Exercise: Every entry below should be restated word for word, except for its images.

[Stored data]
::::::::::

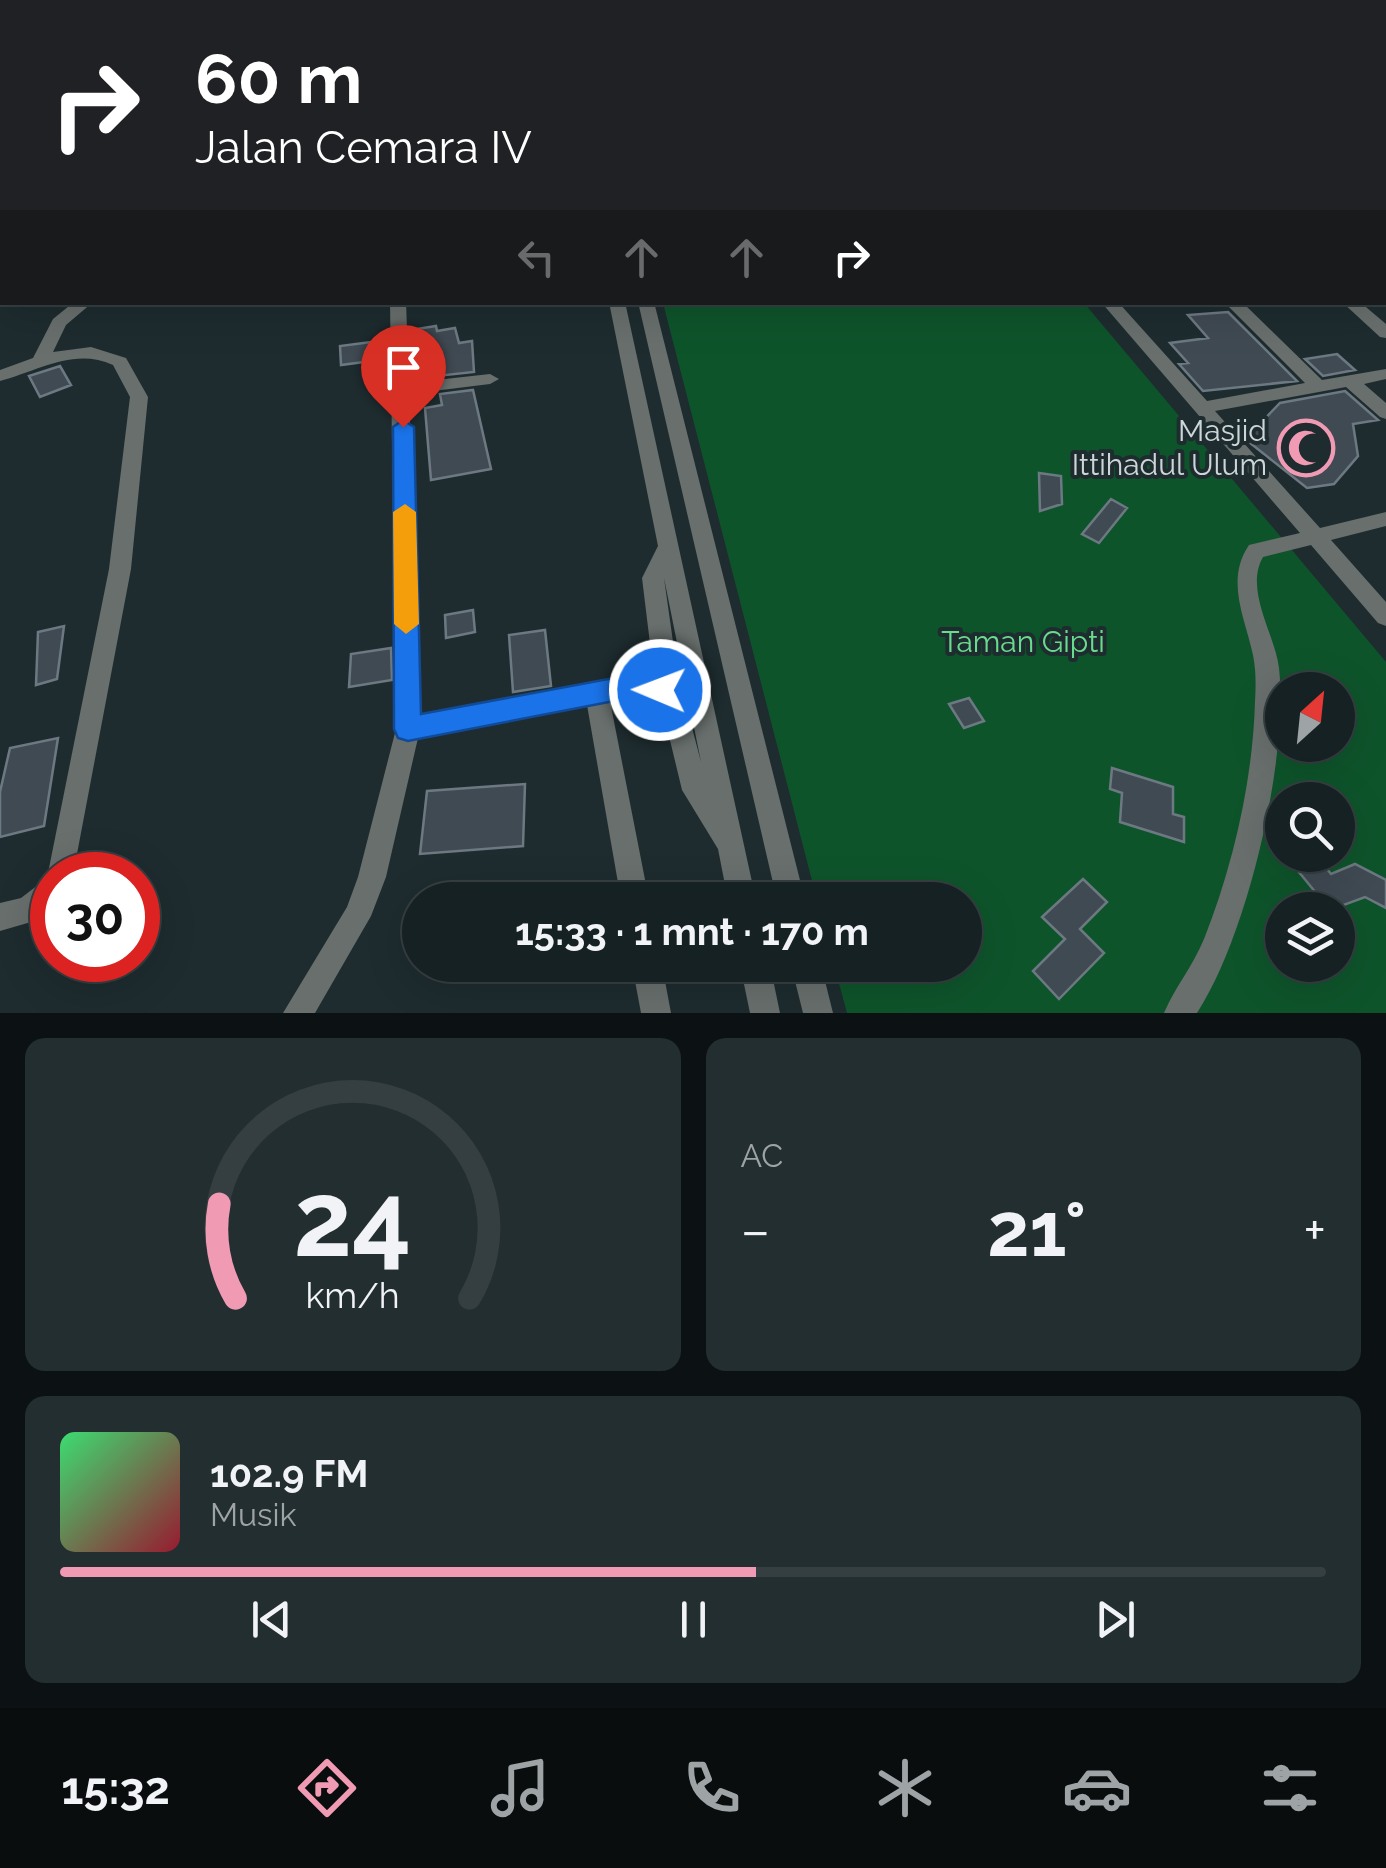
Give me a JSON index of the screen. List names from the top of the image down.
{
  "parks": ["Taman Gipti"],
  "places": {
    "mosque": ["Masjid Ittihadul Ulum"]
  },
  "north": "top right",
  "page": {
    "turn": ["60 m", "Jalan Cemara IV"],
    "limit": "30",
    "trip": "15:33 · 1 mnt · 170 m",
    "tile": "AC",
    "heat": ["−", "21°", "+"],
    "song": ["102.9 FM", "Musik"],
    "tabs": "15:32",
    "gauge": ["24", "km/h"]
  }
}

::::::::::

Solution to the problem:
Give me a JSON index of the screen. List names from the top of the image down.
{
  "parks": ["Taman Gipti"],
  "places": {
    "mosque": ["Masjid Ittihadul Ulum"]
  },
  "north": "top right",
  "page": {
    "turn": ["60 m", "Jalan Cemara IV"],
    "limit": "30",
    "trip": "15:33 · 1 mnt · 170 m",
    "tile": "AC",
    "heat": ["−", "21°", "+"],
    "song": ["102.9 FM", "Musik"],
    "tabs": "15:32",
    "gauge": ["24", "km/h"]
  }
}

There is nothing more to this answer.